TASK ITEM:
Repeat every record exactly, omitting the pictures.
----
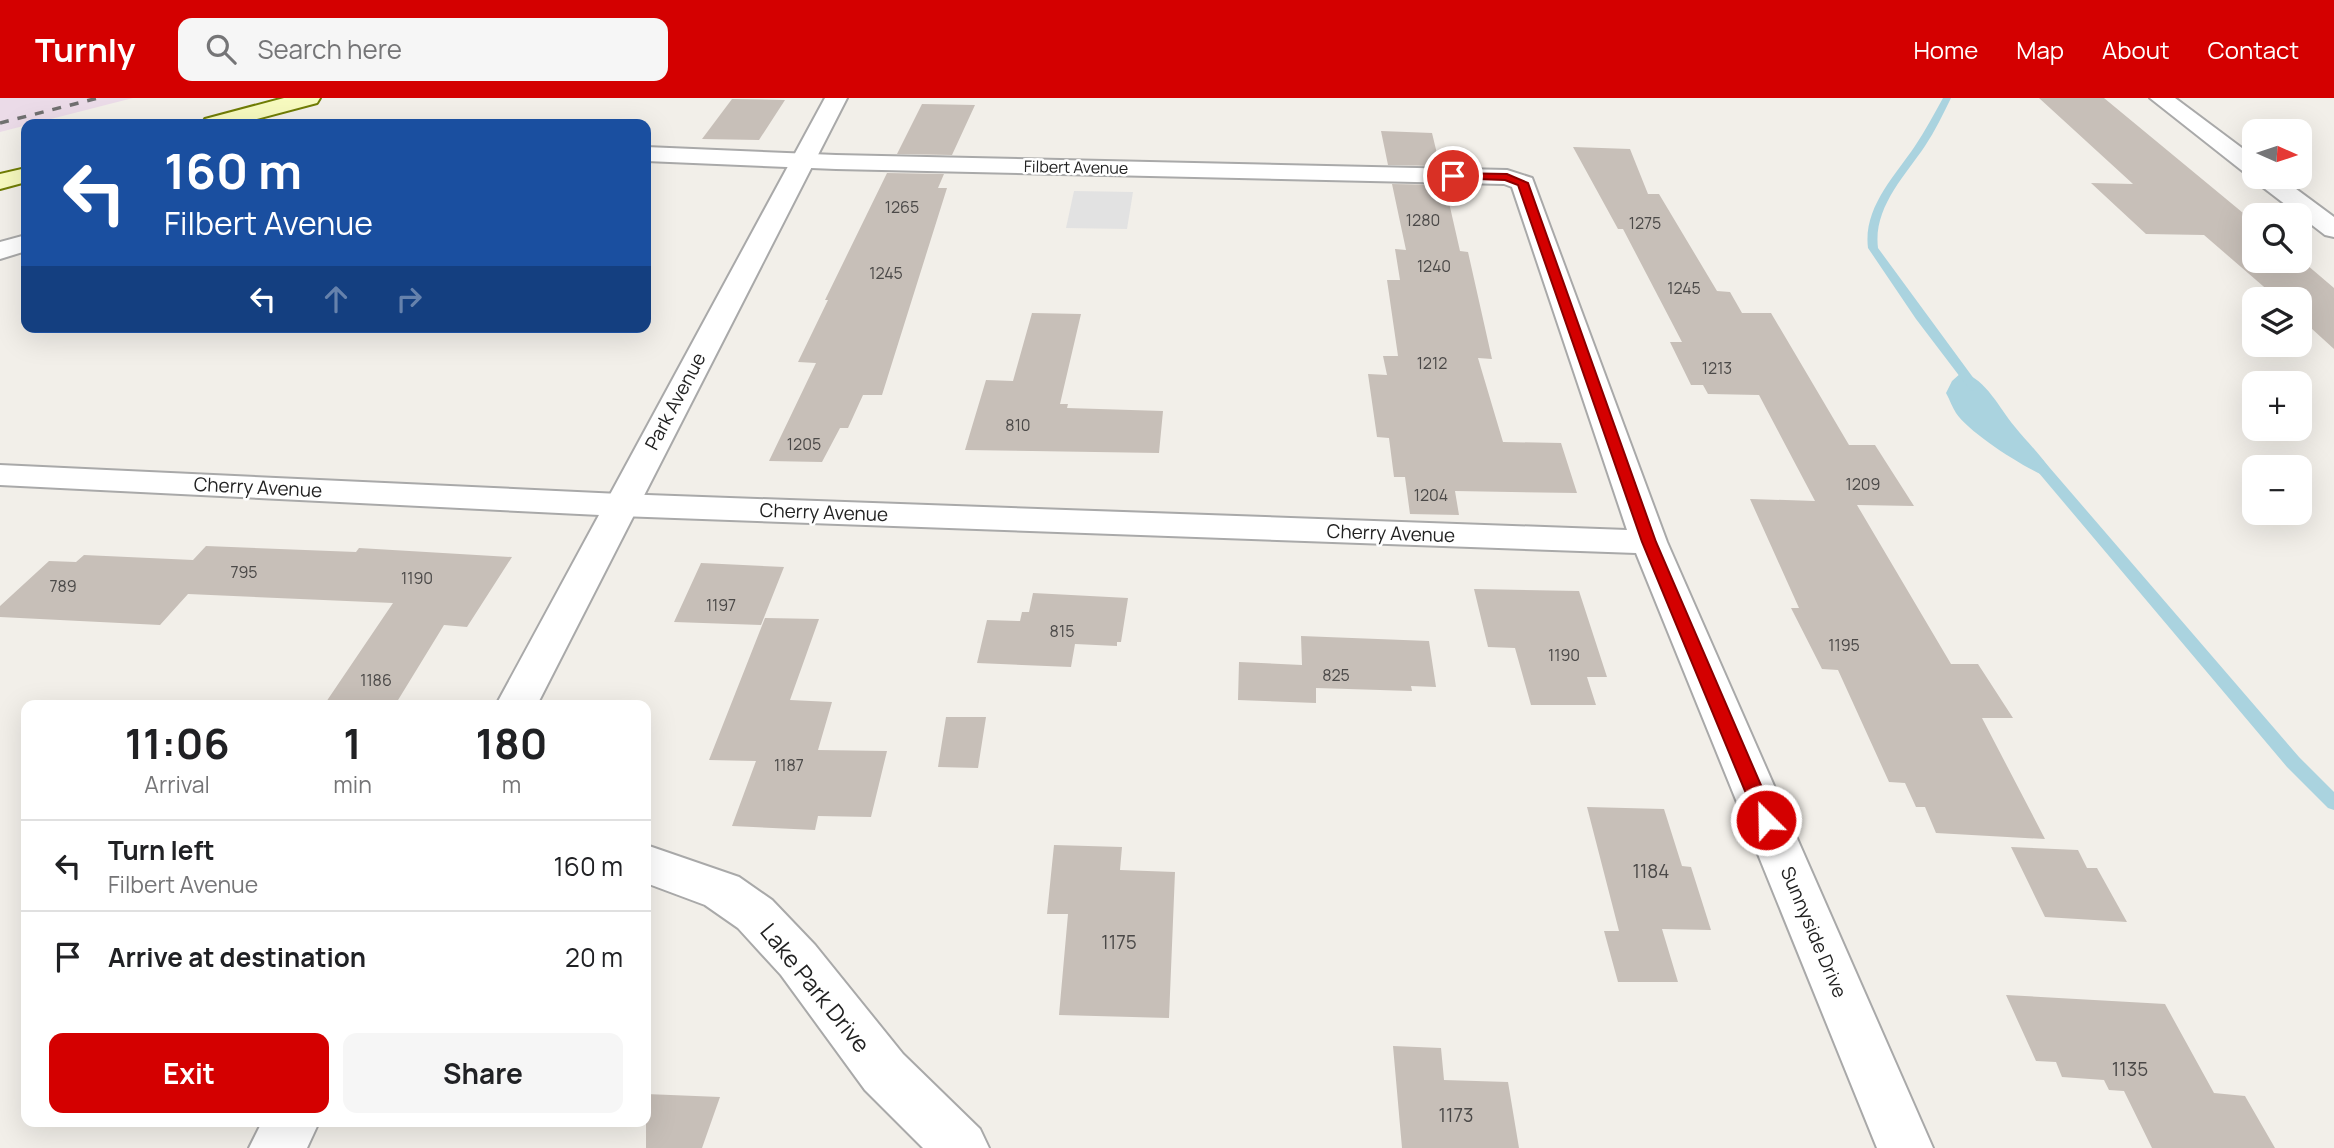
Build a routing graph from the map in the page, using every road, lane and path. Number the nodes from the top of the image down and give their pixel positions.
1 (309, 98) edge
2 (836, 98) edge
3 (2161, 98) edge
4 (231, 119) edge
5 (651, 155) edge
6 (2242, 159) edge
7 (803, 160) junction
8 (21, 176) edge
9 (1507, 177) joint
10 (0, 182) edge
11 (2281, 189) edge
12 (2334, 229) edge
13 (21, 245) edge
14 (0, 251) edge
15 (0, 475) edge
16 (621, 505) junction
17 (1649, 542) junction
18 (519, 700) edge
19 (651, 866) edge
20 (289, 1127) edge
21 (277, 1148) edge
22 (961, 1148) edge
23 (1905, 1148) edge

1 - 4 main road
2 - 7 street, Park Avenue
3 - 6 street
5 - 7 street, Filbert Avenue
7 - 9 street, Filbert Avenue
7 - 16 street, Park Avenue
8 - 10 main road
9 - 17 street, Sunnyside Drive
11 - 12 street
13 - 14 street
15 - 16 street, Cherry Avenue
16 - 17 street, Cherry Avenue
16 - 18 street, Park Avenue
17 - 23 street, Sunnyside Drive
19 - 22 street, Lake Park Drive
20 - 21 street

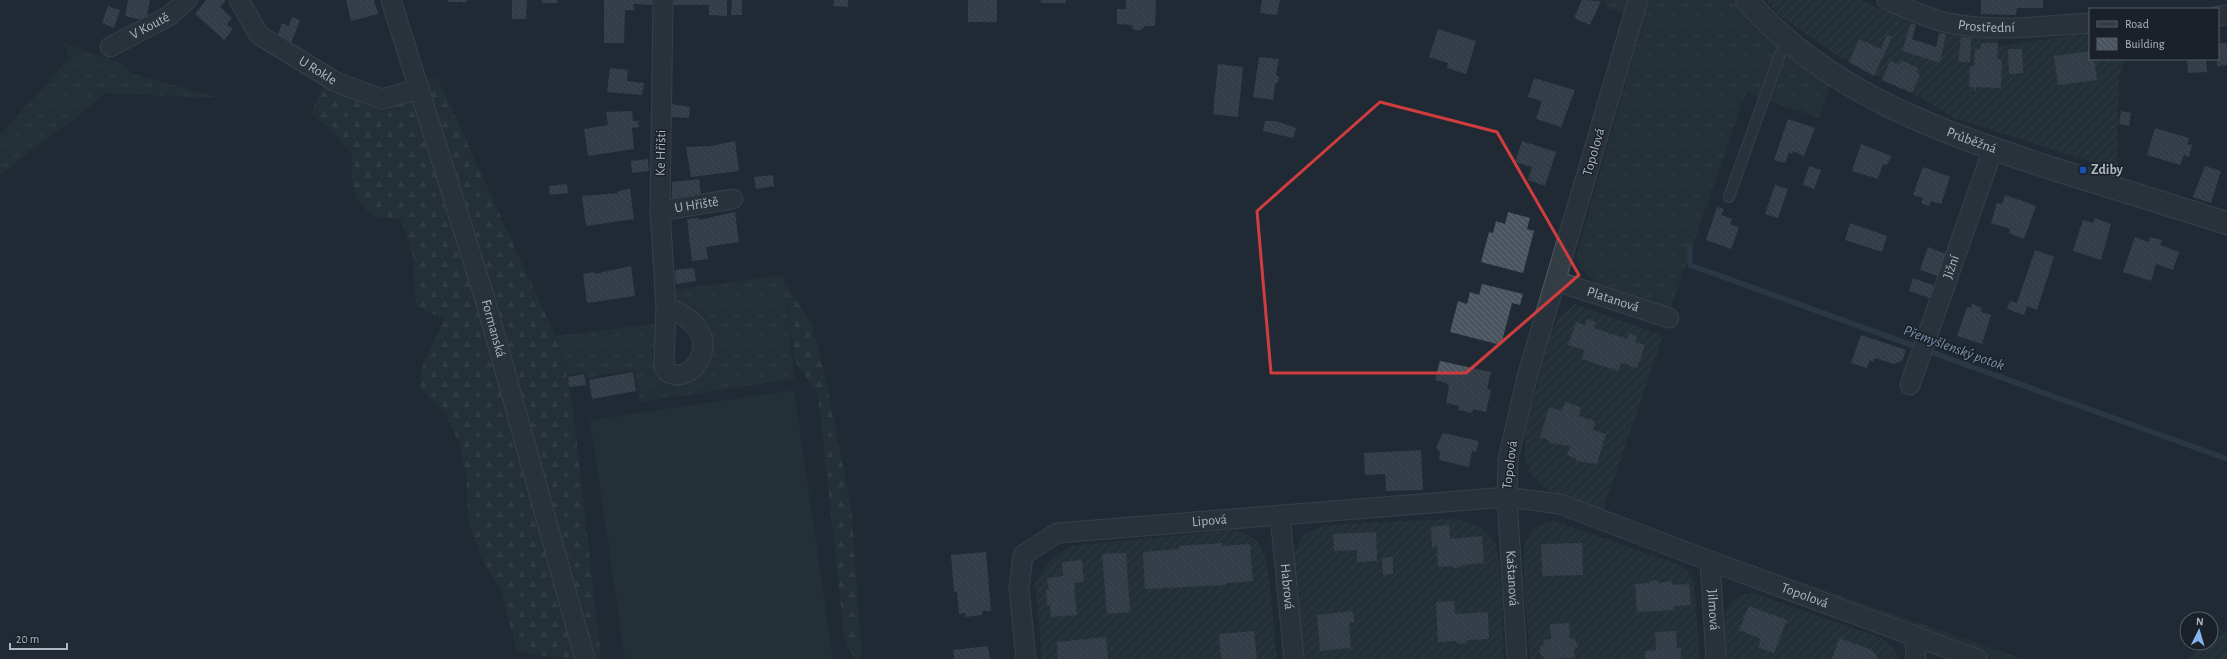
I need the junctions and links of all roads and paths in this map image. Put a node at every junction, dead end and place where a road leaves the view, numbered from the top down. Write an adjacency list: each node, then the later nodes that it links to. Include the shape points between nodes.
1 (187, 0): 10 (street, V Koutě, via 169,16)
2 (239, 0): 11 (street, U Rokle, via 259,35 336,82 382,100)
3 (391, 0): 11 (street, Formanská)
4 (663, 0): 15 (street, Ke Hřišti)
5 (1638, 0): 17 (street, Topolová)
6 (1747, 0): 9 (street, Průběžná)
7 (1887, 0): 8 (street, Prostřední, via 1942,22 1972,27)
8 (2089, 23)
9 (1789, 42): 12 (street, Průběžná, via 1813,62 1874,99 1924,123); 13 (lane, via 1780,54)
10 (110, 47)
11 (419, 89): 25 (street, Formanská, via 485,299)
12 (1993, 149): 16 (street, Průběžná); 20 (street, Jižní)
13 (1729, 198)
14 (733, 199): 15 (street, U Hřiště)
15 (660, 211): 18 (street, Ke Hřišti)
16 (2227, 223)
17 (1556, 281): 19 (street, Platanová); 21 (street, Topolová, via 1510,451)
18 (666, 306)
19 (1669, 318)
20 (1910, 385)
21 (1507, 497): 22 (street, Lipová); 23 (street, Topolová, via 1560,504); 28 (street, Kaštanová)
22 (1280, 515): 26 (street, Lipová, via 1057,533 1023,555 1019,588); 27 (street, Habrová)
23 (1710, 561): 24 (street, Topolová); 29 (street, Jilmová)
24 (1915, 635): 30 (street); 31 (street, Topolová)
25 (585, 659)
26 (1026, 659)
27 (1294, 659)
28 (1517, 659)
29 (1716, 659)
30 (1916, 659)
31 (1977, 659)

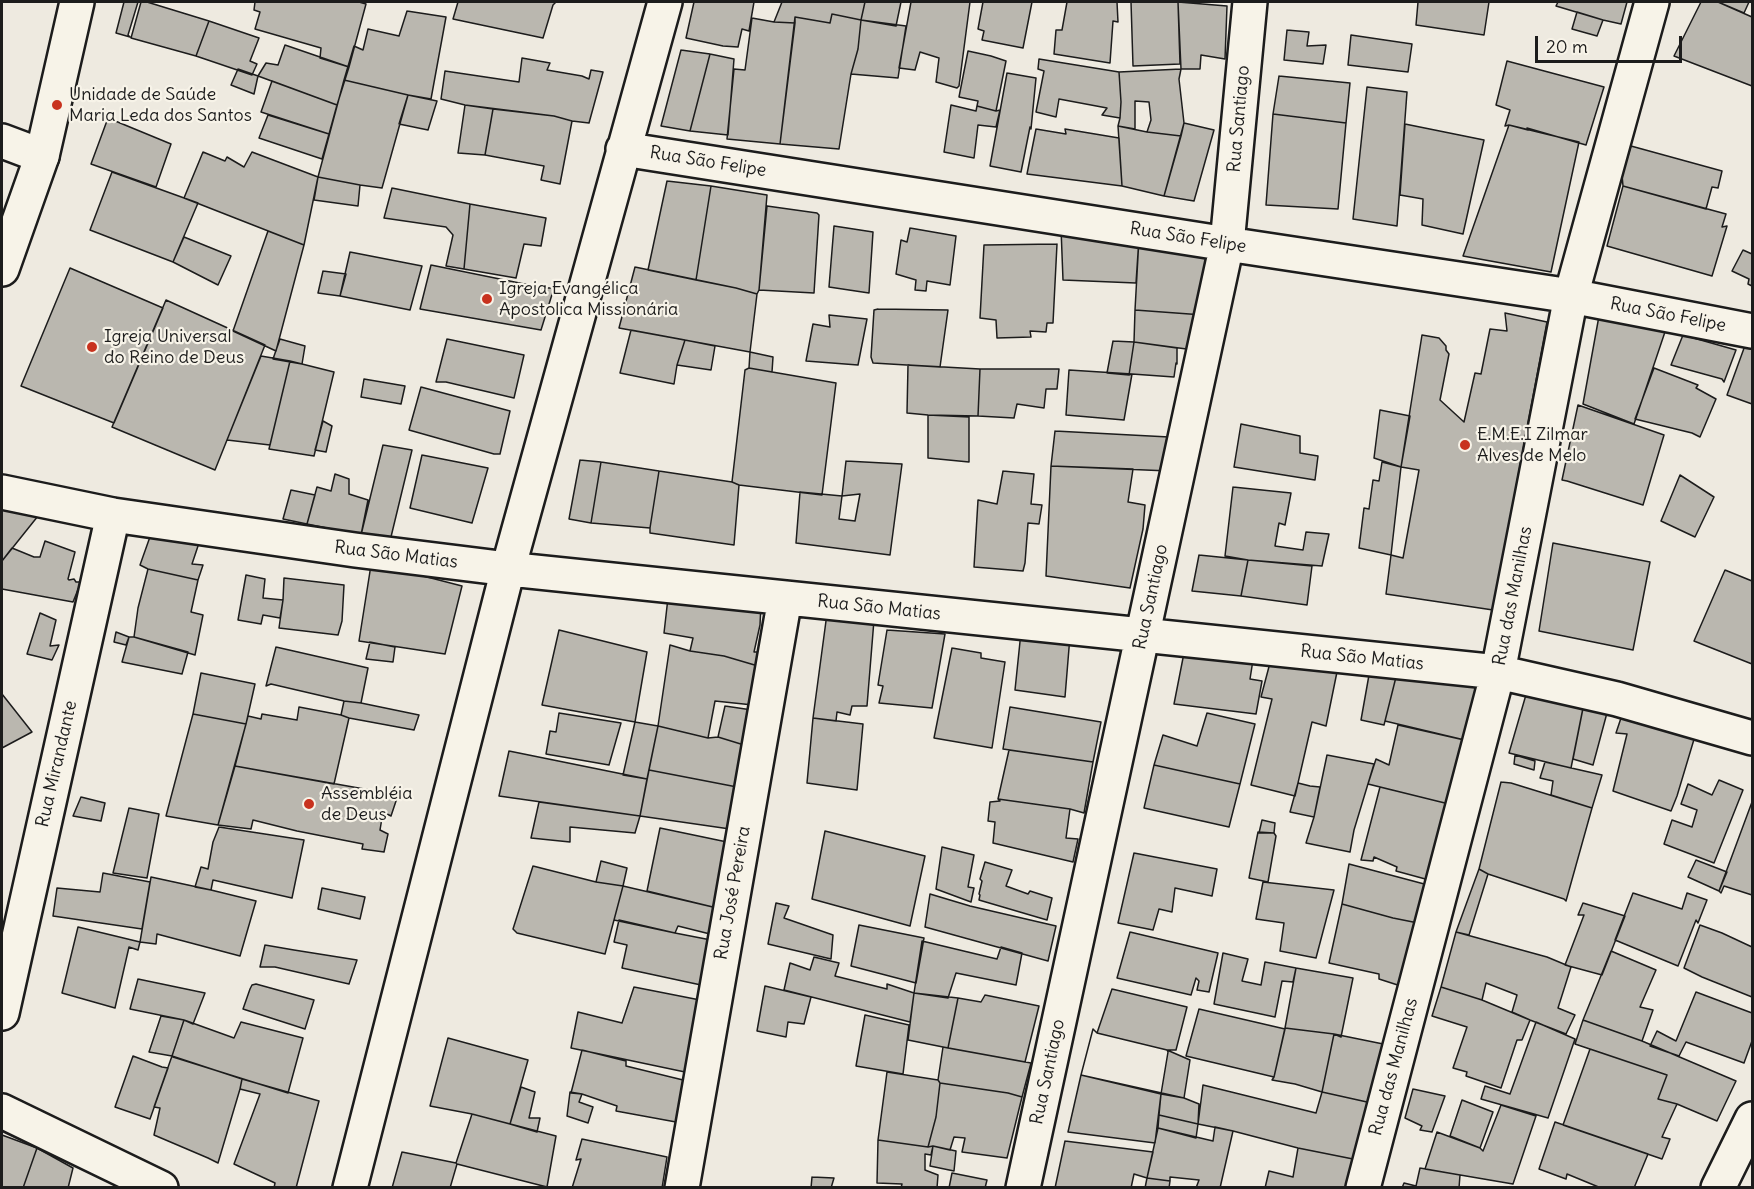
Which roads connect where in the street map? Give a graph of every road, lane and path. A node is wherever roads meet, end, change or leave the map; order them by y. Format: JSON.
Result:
{"nodes":[{"id":1,"x":77,"y":2,"type":"edge"},
{"id":2,"x":665,"y":2,"type":"edge"},
{"id":3,"x":1250,"y":2,"type":"edge"},
{"id":4,"x":1652,"y":2,"type":"edge"},
{"id":5,"x":2,"y":141,"type":"edge"},
{"id":6,"x":623,"y":149,"type":"junction"},
{"id":7,"x":38,"y":166,"type":"junction"},
{"id":8,"x":1227,"y":244,"type":"junction"},
{"id":9,"x":2,"y":269,"type":"edge"},
{"id":10,"x":1571,"y":296,"type":"junction"},
{"id":11,"x":1752,"y":331,"type":"edge"},
{"id":12,"x":2,"y":492,"type":"edge"},
{"id":13,"x":113,"y":515,"type":"junction"},
{"id":14,"x":508,"y":569,"type":"junction"},
{"id":15,"x":785,"y":598,"type":"junction"},
{"id":16,"x":1142,"y":636,"type":"junction"},
{"id":17,"x":1498,"y":672,"type":"junction"},
{"id":18,"x":1752,"y":738,"type":"edge"},
{"id":19,"x":2,"y":1013,"type":"edge"},
{"id":20,"x":2,"y":1111,"type":"edge"},
{"id":21,"x":1752,"y":1119,"type":"edge"},
{"id":22,"x":161,"y":1188,"type":"edge"},
{"id":23,"x":350,"y":1188,"type":"edge"},
{"id":24,"x":682,"y":1188,"type":"edge"},
{"id":25,"x":1023,"y":1188,"type":"edge"},
{"id":26,"x":1363,"y":1188,"type":"edge"},
{"id":27,"x":1718,"y":1188,"type":"edge"}],
"edges":[{"from":1,"to":7,"type":"street"},
{"from":2,"to":6,"type":"street"},
{"from":3,"to":8,"type":"street","name":"Rua Santiago"},
{"from":4,"to":10,"type":"street","name":"Rua das Manilhas"},
{"from":5,"to":7,"type":"street"},
{"from":6,"to":8,"type":"street","name":"Rua São Felipe"},
{"from":6,"to":14,"type":"street"},
{"from":7,"to":9,"type":"street"},
{"from":8,"to":10,"type":"street","name":"Rua São Felipe"},
{"from":8,"to":16,"type":"street","name":"Rua Santiago"},
{"from":10,"to":11,"type":"street","name":"Rua São Felipe"},
{"from":10,"to":17,"type":"street","name":"Rua das Manilhas"},
{"from":12,"to":13,"type":"street","name":"Rua São Matias"},
{"from":13,"to":14,"type":"street","name":"Rua São Matias"},
{"from":13,"to":19,"type":"street","name":"Rua Mirandante"},
{"from":14,"to":15,"type":"street","name":"Rua São Matias"},
{"from":14,"to":23,"type":"street"},
{"from":15,"to":16,"type":"street","name":"Rua São Matias"},
{"from":15,"to":24,"type":"street","name":"Rua José Pereira"},
{"from":16,"to":17,"type":"street","name":"Rua São Matias"},
{"from":16,"to":25,"type":"street","name":"Rua Santiago"},
{"from":17,"to":18,"type":"street","name":"Rua São Matias"},
{"from":17,"to":26,"type":"street","name":"Rua das Manilhas"},
{"from":20,"to":22,"type":"street"},
{"from":21,"to":27,"type":"street"}]}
----
RESPONSE TO THIS TASK:
Build a routing graph from the map in the page, using every road, lane and path. Number the nodes from the top of the image down and give their pixel positions.
1 (309, 98) edge
2 (836, 98) edge
3 (2161, 98) edge
4 (231, 119) edge
5 (651, 155) edge
6 (2242, 159) edge
7 (803, 160) junction
8 (21, 176) edge
9 (1507, 177) joint
10 (0, 182) edge
11 (2281, 189) edge
12 (2334, 229) edge
13 (21, 245) edge
14 (0, 251) edge
15 (0, 475) edge
16 (621, 505) junction
17 (1649, 542) junction
18 (519, 700) edge
19 (651, 866) edge
20 (289, 1127) edge
21 (277, 1148) edge
22 (961, 1148) edge
23 (1905, 1148) edge

1 - 4 main road
2 - 7 street, Park Avenue
3 - 6 street
5 - 7 street, Filbert Avenue
7 - 9 street, Filbert Avenue
7 - 16 street, Park Avenue
8 - 10 main road
9 - 17 street, Sunnyside Drive
11 - 12 street
13 - 14 street
15 - 16 street, Cherry Avenue
16 - 17 street, Cherry Avenue
16 - 18 street, Park Avenue
17 - 23 street, Sunnyside Drive
19 - 22 street, Lake Park Drive
20 - 21 street

I need the junctions and links of all roads and paths in this map image. Put a node at every junction, dead end and place where a road leaves the view, numbered from the top down. Write an adjacency list: each node, then the later nodes that it links to. Include the shape points between nodes.
1 (187, 0): 10 (street, V Koutě, via 169,16)
2 (239, 0): 11 (street, U Rokle, via 259,35 336,82 382,100)
3 (391, 0): 11 (street, Formanská)
4 (663, 0): 15 (street, Ke Hřišti)
5 (1638, 0): 17 (street, Topolová)
6 (1747, 0): 9 (street, Průběžná)
7 (1887, 0): 8 (street, Prostřední, via 1942,22 1972,27)
8 (2089, 23)
9 (1789, 42): 12 (street, Průběžná, via 1813,62 1874,99 1924,123); 13 (lane, via 1780,54)
10 (110, 47)
11 (419, 89): 25 (street, Formanská, via 485,299)
12 (1993, 149): 16 (street, Průběžná); 20 (street, Jižní)
13 (1729, 198)
14 (733, 199): 15 (street, U Hřiště)
15 (660, 211): 18 (street, Ke Hřišti)
16 (2227, 223)
17 (1556, 281): 19 (street, Platanová); 21 (street, Topolová, via 1510,451)
18 (666, 306)
19 (1669, 318)
20 (1910, 385)
21 (1507, 497): 22 (street, Lipová); 23 (street, Topolová, via 1560,504); 28 (street, Kaštanová)
22 (1280, 515): 26 (street, Lipová, via 1057,533 1023,555 1019,588); 27 (street, Habrová)
23 (1710, 561): 24 (street, Topolová); 29 (street, Jilmová)
24 (1915, 635): 30 (street); 31 (street, Topolová)
25 (585, 659)
26 (1026, 659)
27 (1294, 659)
28 (1517, 659)
29 (1716, 659)
30 (1916, 659)
31 (1977, 659)

Which roads connect where in the street map? Give a graph of every road, lane and path. A node is wherever roads meet, end, change or leave the map; order them by y. Format: JSON.
Result:
{"nodes":[{"id":1,"x":77,"y":2,"type":"edge"},
{"id":2,"x":665,"y":2,"type":"edge"},
{"id":3,"x":1250,"y":2,"type":"edge"},
{"id":4,"x":1652,"y":2,"type":"edge"},
{"id":5,"x":2,"y":141,"type":"edge"},
{"id":6,"x":623,"y":149,"type":"junction"},
{"id":7,"x":38,"y":166,"type":"junction"},
{"id":8,"x":1227,"y":244,"type":"junction"},
{"id":9,"x":2,"y":269,"type":"edge"},
{"id":10,"x":1571,"y":296,"type":"junction"},
{"id":11,"x":1752,"y":331,"type":"edge"},
{"id":12,"x":2,"y":492,"type":"edge"},
{"id":13,"x":113,"y":515,"type":"junction"},
{"id":14,"x":508,"y":569,"type":"junction"},
{"id":15,"x":785,"y":598,"type":"junction"},
{"id":16,"x":1142,"y":636,"type":"junction"},
{"id":17,"x":1498,"y":672,"type":"junction"},
{"id":18,"x":1752,"y":738,"type":"edge"},
{"id":19,"x":2,"y":1013,"type":"edge"},
{"id":20,"x":2,"y":1111,"type":"edge"},
{"id":21,"x":1752,"y":1119,"type":"edge"},
{"id":22,"x":161,"y":1188,"type":"edge"},
{"id":23,"x":350,"y":1188,"type":"edge"},
{"id":24,"x":682,"y":1188,"type":"edge"},
{"id":25,"x":1023,"y":1188,"type":"edge"},
{"id":26,"x":1363,"y":1188,"type":"edge"},
{"id":27,"x":1718,"y":1188,"type":"edge"}],
"edges":[{"from":1,"to":7,"type":"street"},
{"from":2,"to":6,"type":"street"},
{"from":3,"to":8,"type":"street","name":"Rua Santiago"},
{"from":4,"to":10,"type":"street","name":"Rua das Manilhas"},
{"from":5,"to":7,"type":"street"},
{"from":6,"to":8,"type":"street","name":"Rua São Felipe"},
{"from":6,"to":14,"type":"street"},
{"from":7,"to":9,"type":"street"},
{"from":8,"to":10,"type":"street","name":"Rua São Felipe"},
{"from":8,"to":16,"type":"street","name":"Rua Santiago"},
{"from":10,"to":11,"type":"street","name":"Rua São Felipe"},
{"from":10,"to":17,"type":"street","name":"Rua das Manilhas"},
{"from":12,"to":13,"type":"street","name":"Rua São Matias"},
{"from":13,"to":14,"type":"street","name":"Rua São Matias"},
{"from":13,"to":19,"type":"street","name":"Rua Mirandante"},
{"from":14,"to":15,"type":"street","name":"Rua São Matias"},
{"from":14,"to":23,"type":"street"},
{"from":15,"to":16,"type":"street","name":"Rua São Matias"},
{"from":15,"to":24,"type":"street","name":"Rua José Pereira"},
{"from":16,"to":17,"type":"street","name":"Rua São Matias"},
{"from":16,"to":25,"type":"street","name":"Rua Santiago"},
{"from":17,"to":18,"type":"street","name":"Rua São Matias"},
{"from":17,"to":26,"type":"street","name":"Rua das Manilhas"},
{"from":20,"to":22,"type":"street"},
{"from":21,"to":27,"type":"street"}]}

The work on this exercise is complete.